◆ Task directions ◆
The answer must be every line below that holds the word "Alamanda".

◆ Data listing ◆
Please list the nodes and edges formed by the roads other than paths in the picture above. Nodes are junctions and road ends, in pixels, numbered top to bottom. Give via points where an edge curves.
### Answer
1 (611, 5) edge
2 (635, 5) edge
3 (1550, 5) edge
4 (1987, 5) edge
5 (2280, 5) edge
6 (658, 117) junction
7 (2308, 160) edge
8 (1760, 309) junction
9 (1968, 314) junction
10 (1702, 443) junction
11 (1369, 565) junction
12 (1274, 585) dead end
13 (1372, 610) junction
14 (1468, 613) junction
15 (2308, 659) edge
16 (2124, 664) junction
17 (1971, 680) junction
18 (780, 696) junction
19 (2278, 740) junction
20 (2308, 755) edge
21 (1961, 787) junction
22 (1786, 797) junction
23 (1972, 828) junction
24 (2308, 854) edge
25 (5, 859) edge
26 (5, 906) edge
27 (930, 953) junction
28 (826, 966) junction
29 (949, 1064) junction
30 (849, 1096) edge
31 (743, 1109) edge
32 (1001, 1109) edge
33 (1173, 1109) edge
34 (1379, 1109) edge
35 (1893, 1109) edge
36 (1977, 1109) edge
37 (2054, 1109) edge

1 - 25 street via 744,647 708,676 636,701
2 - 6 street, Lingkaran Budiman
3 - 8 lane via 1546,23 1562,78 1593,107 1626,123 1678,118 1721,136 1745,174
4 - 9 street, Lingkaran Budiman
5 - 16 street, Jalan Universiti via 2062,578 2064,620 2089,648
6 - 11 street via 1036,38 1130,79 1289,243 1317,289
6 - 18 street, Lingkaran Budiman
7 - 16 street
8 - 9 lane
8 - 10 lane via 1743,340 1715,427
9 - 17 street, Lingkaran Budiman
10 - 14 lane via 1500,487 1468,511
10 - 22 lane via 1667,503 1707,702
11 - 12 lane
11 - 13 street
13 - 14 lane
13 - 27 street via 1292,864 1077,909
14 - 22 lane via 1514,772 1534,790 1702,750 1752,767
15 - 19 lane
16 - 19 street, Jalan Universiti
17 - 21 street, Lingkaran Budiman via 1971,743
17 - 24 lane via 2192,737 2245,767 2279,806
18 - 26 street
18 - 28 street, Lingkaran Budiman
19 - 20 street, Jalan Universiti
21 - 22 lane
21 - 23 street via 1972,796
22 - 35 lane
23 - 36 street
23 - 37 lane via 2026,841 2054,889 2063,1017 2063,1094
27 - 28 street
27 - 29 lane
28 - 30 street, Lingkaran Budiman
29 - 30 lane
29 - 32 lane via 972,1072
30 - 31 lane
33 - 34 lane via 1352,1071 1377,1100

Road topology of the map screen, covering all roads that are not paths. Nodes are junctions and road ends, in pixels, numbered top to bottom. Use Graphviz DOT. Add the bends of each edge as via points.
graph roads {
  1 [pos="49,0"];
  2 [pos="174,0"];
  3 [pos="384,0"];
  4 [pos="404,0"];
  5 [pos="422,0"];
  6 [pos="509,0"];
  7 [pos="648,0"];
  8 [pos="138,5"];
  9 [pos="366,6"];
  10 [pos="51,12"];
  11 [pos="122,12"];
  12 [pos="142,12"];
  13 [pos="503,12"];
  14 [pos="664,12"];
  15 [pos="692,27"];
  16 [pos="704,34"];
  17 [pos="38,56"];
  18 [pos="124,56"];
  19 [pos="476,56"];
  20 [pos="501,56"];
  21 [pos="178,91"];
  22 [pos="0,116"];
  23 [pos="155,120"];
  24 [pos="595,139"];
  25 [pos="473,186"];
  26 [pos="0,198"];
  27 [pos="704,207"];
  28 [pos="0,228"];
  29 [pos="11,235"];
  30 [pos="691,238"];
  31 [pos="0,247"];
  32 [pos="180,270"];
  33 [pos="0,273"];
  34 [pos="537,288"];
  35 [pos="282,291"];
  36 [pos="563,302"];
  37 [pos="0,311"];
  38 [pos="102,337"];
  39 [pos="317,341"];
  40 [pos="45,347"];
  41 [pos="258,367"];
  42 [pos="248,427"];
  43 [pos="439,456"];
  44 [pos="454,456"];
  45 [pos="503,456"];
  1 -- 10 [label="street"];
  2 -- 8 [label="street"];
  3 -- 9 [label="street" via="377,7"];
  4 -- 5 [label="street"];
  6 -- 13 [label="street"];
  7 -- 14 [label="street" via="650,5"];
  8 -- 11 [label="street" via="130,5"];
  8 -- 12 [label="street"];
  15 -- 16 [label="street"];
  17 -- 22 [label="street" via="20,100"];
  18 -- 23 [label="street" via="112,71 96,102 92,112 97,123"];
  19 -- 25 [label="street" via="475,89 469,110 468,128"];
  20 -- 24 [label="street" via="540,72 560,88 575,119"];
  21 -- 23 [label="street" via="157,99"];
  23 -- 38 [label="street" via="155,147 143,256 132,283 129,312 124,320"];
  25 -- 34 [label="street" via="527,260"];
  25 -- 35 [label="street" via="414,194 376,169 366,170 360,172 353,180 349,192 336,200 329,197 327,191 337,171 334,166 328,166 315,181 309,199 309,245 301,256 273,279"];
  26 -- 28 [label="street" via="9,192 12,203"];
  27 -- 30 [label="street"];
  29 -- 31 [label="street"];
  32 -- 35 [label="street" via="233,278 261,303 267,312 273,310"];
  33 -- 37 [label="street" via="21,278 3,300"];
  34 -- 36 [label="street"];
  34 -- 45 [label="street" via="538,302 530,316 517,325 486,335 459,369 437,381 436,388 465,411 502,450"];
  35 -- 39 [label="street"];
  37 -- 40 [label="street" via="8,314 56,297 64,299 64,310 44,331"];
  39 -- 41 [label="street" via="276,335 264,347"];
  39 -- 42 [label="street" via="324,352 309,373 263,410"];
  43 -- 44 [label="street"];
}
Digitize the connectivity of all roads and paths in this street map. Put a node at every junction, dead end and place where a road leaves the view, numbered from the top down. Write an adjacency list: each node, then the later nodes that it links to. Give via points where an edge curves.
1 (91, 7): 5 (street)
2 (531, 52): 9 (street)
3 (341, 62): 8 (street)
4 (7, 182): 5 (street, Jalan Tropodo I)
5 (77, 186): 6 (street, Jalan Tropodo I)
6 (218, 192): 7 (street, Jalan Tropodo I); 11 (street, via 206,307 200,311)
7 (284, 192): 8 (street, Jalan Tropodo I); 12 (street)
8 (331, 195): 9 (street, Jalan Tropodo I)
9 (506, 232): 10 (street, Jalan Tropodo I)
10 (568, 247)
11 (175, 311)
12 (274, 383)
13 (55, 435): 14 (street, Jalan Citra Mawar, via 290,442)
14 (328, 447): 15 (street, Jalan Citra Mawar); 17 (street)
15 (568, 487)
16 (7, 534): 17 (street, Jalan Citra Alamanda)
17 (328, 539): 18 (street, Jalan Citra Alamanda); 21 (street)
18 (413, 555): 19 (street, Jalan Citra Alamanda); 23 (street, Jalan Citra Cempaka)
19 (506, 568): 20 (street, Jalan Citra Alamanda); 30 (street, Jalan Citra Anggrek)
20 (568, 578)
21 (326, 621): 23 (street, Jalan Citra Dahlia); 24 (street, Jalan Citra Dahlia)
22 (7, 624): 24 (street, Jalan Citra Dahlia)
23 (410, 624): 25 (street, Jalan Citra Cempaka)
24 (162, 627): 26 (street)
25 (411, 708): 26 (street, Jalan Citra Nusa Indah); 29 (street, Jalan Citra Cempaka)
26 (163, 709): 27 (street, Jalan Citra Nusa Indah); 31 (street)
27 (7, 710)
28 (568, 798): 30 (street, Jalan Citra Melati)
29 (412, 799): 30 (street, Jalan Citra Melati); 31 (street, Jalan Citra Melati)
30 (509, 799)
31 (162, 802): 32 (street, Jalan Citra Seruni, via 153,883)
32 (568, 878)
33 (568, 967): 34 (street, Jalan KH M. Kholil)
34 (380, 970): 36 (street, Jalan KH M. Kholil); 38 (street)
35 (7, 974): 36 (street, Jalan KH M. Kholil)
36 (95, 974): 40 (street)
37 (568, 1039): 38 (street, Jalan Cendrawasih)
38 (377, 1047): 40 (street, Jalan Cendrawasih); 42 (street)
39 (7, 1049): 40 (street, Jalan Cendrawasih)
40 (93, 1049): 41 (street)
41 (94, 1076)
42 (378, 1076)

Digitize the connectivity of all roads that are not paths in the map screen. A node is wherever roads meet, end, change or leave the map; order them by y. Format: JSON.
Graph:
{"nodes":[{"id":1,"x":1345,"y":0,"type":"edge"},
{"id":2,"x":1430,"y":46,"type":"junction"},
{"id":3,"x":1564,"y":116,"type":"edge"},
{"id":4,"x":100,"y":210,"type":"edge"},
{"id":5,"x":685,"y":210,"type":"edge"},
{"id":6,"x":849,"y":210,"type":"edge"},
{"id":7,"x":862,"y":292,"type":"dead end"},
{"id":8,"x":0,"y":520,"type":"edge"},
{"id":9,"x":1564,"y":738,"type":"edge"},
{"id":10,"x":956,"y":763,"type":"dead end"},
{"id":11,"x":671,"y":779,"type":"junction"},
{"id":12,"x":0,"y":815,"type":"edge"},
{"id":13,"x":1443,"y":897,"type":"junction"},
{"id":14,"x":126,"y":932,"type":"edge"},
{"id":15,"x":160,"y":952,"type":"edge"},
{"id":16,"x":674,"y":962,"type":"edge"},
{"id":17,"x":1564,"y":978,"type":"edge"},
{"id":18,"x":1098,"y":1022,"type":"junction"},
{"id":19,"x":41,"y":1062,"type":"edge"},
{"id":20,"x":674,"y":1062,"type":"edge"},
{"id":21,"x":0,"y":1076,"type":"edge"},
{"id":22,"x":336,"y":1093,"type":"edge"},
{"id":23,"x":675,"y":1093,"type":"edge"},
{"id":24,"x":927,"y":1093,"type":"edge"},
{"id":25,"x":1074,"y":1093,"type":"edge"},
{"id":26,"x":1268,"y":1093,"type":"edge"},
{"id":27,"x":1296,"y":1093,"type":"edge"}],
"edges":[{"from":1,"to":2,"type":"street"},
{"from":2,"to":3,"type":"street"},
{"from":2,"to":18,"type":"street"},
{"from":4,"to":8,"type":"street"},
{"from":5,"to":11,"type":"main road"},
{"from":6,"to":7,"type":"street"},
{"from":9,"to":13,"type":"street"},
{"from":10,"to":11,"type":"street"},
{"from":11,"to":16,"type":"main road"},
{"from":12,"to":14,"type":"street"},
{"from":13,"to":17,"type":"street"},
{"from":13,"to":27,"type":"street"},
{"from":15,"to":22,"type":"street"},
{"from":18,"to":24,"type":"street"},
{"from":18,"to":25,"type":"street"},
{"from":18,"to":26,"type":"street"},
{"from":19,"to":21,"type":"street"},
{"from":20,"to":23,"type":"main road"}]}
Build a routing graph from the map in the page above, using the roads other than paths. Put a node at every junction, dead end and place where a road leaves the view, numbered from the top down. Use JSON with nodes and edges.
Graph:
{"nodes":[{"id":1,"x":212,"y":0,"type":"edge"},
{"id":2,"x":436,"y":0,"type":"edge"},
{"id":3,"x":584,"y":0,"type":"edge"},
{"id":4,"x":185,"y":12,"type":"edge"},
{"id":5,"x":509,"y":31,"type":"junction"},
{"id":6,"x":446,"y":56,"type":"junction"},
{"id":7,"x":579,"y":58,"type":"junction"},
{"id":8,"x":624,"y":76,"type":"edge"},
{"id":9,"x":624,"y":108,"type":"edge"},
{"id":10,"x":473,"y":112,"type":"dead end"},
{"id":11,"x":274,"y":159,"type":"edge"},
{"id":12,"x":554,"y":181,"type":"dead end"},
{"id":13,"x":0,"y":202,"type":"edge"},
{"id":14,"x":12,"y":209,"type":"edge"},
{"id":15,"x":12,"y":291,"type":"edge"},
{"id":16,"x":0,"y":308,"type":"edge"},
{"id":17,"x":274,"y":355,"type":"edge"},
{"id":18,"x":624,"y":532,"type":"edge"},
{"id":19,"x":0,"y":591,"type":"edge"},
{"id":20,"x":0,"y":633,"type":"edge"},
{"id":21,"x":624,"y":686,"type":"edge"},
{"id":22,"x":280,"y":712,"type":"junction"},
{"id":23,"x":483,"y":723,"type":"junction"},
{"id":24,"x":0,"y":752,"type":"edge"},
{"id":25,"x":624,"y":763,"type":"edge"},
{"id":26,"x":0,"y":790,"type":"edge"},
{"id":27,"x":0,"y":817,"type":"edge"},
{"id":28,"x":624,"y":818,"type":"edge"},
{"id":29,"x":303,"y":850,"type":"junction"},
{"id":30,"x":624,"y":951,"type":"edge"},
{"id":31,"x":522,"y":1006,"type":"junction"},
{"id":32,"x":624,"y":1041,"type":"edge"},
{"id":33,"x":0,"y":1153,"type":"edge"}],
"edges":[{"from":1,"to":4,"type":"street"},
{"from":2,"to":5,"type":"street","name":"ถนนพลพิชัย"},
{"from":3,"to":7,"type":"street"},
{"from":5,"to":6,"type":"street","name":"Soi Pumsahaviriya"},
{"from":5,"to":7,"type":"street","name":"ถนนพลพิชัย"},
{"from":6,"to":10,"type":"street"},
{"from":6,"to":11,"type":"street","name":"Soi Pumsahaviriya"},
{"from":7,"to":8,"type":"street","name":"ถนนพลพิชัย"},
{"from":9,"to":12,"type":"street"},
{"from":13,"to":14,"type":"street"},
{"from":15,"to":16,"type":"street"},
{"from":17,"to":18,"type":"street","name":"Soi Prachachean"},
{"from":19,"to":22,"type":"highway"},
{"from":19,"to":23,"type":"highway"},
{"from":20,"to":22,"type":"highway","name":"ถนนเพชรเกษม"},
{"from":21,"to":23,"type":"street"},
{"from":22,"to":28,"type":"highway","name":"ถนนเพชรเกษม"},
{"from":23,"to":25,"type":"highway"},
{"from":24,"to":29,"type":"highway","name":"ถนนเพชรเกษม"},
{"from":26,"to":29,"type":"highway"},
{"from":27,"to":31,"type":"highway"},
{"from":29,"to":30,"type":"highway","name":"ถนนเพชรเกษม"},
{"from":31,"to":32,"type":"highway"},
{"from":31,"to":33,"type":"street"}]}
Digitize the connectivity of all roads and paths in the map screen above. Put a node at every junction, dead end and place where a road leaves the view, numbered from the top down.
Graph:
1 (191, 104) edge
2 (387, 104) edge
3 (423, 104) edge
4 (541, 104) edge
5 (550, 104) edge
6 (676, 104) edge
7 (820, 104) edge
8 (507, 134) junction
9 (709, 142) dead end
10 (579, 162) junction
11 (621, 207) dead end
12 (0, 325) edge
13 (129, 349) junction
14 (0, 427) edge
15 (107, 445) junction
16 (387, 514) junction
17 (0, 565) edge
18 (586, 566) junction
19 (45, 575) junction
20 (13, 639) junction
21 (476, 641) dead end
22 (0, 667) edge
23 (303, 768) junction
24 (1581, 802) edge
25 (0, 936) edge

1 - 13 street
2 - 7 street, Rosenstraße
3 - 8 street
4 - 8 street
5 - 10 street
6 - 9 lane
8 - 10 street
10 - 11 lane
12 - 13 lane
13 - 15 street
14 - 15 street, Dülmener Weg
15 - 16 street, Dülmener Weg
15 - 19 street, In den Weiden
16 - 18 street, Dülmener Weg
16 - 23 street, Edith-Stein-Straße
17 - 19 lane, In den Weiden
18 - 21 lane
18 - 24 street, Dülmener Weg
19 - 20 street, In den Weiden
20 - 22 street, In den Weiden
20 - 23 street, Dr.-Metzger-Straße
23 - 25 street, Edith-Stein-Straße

◆ Solution ◆
16 (7, 534): 17 (street, Jalan Citra Alamanda)
17 (328, 539): 18 (street, Jalan Citra Alamanda); 21 (street)
18 (413, 555): 19 (street, Jalan Citra Alamanda); 23 (street, Jalan Citra Cempaka)
19 (506, 568): 20 (street, Jalan Citra Alamanda); 30 (street, Jalan Citra Anggrek)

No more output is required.